The Consumer Product Safety Commission wants to make sure the only thing fried on Thanksgiving is the food.
In a Twitter thread shared on Nov. 23, the CPSC urged people to “cook the turkey and not your home” on a holiday it says has the most home fires by far of any day of the year.
The CPSC offers tips on how to properly deep-fry a turkey and the simple mistakes while cooking to avoid starting a fire.
A video compilation set to dance music shows a series of turkeys being lowered into pots filled with hot cooking oil and then exploding into flames.
The video, which has been viewed more than 2.8 million times, shows the exploding turkeys happening everywhere from the basement to outdoor decks and engulfing the area in flames.
“If you’re frying your turkey this year, make sure it is thawed,” the CPSC wrote. “Follow the manufacturer instructions for using your fryer. Only fry a turkey outside and away from your home. Never use turkey fryers in the garage or on the porch, Turkey America!”

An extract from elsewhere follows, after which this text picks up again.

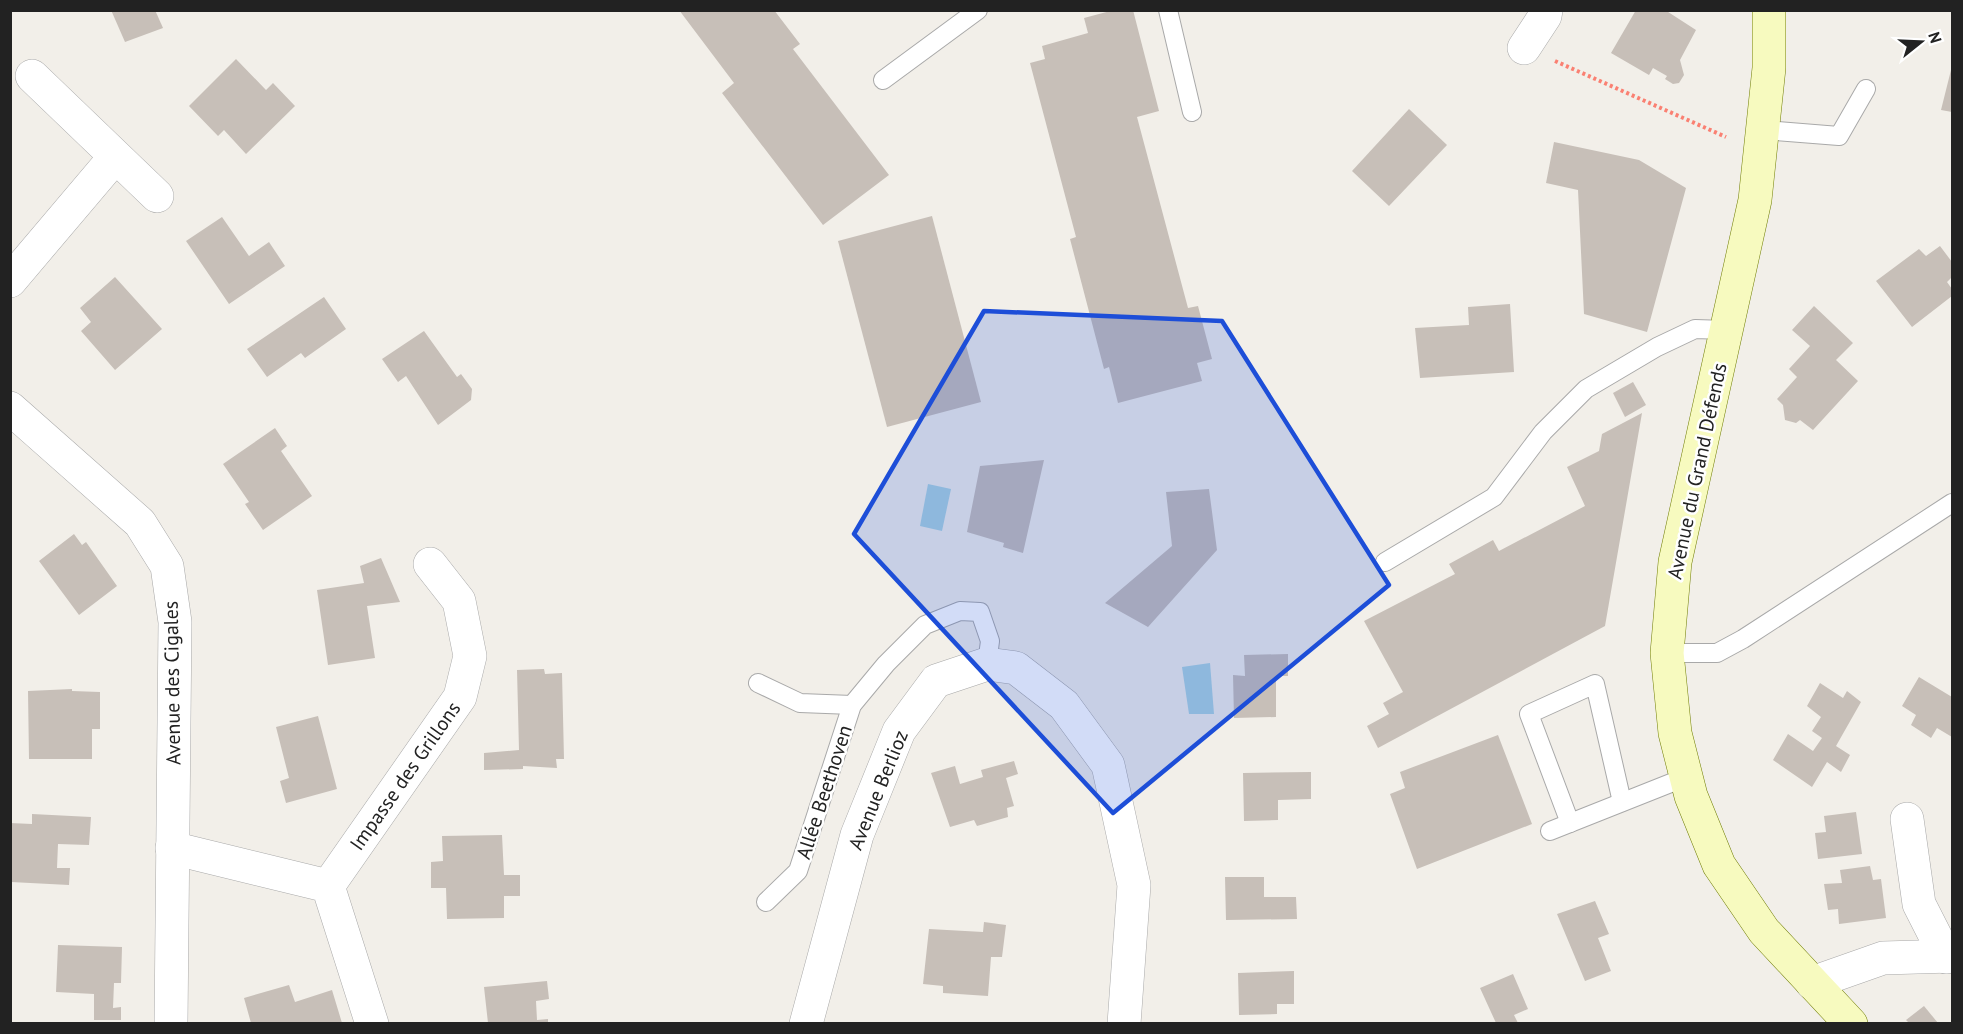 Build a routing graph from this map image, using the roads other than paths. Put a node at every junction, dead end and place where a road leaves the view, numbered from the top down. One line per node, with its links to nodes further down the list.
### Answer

The commission then noted that Thanksgiving is the most dangerous day of the year when it comes to fires in homes, and it’s not solely because of mishaps from attempting to deep-fry turkeys.
“Tomorrow there will be 3x more home fires in the United States than any other day of the year,” the CPSC wrote. “Turkey fryers will not be the primary cause. No. Unattended cooking is the #1 cause of home fires. What causes unattended cooking? Dozens of normal things…
“A relative breaks something in the other room and now you need to see what happened,” the CPSC continued. “Your young child shouts that they need help. A neighbor shows up to drop off a gift and you talk for longer than you expected.”
Indeed, the commission says “your home is much more likely to catch fire tomorrow because you left something cooking on top of the stove and walked away.”
The CPSC then shared simple tips for how to avoid fires and enjoy the holiday.
“We ask that tomorrow, while you’re entertaining friends and family and juggling what’s likely dozens of responsibilities, you choose to have someone in the kitchen at all times,” the CPSC wrote. “They don’t need to be a good cook, just someone who can make sure there isn’t a fire.
“If you don’t have someone available (and even if you do) make sure your smoke alarms are all working. Make sure there’s a fire extinguisher in your kitchen. These things can save your life if the unthinkable happens.”
While deep-frying a turkey can yield a succulent bird with golden-brown skin in about an hour, compared to cooking a turkey in an oven for several hours, there are a series of crucial steps to safely cook it that way.
Here are 10 tips for deep-frying a turkey that will help you avoid fires or any damage to your home and enjoy a delicious meal.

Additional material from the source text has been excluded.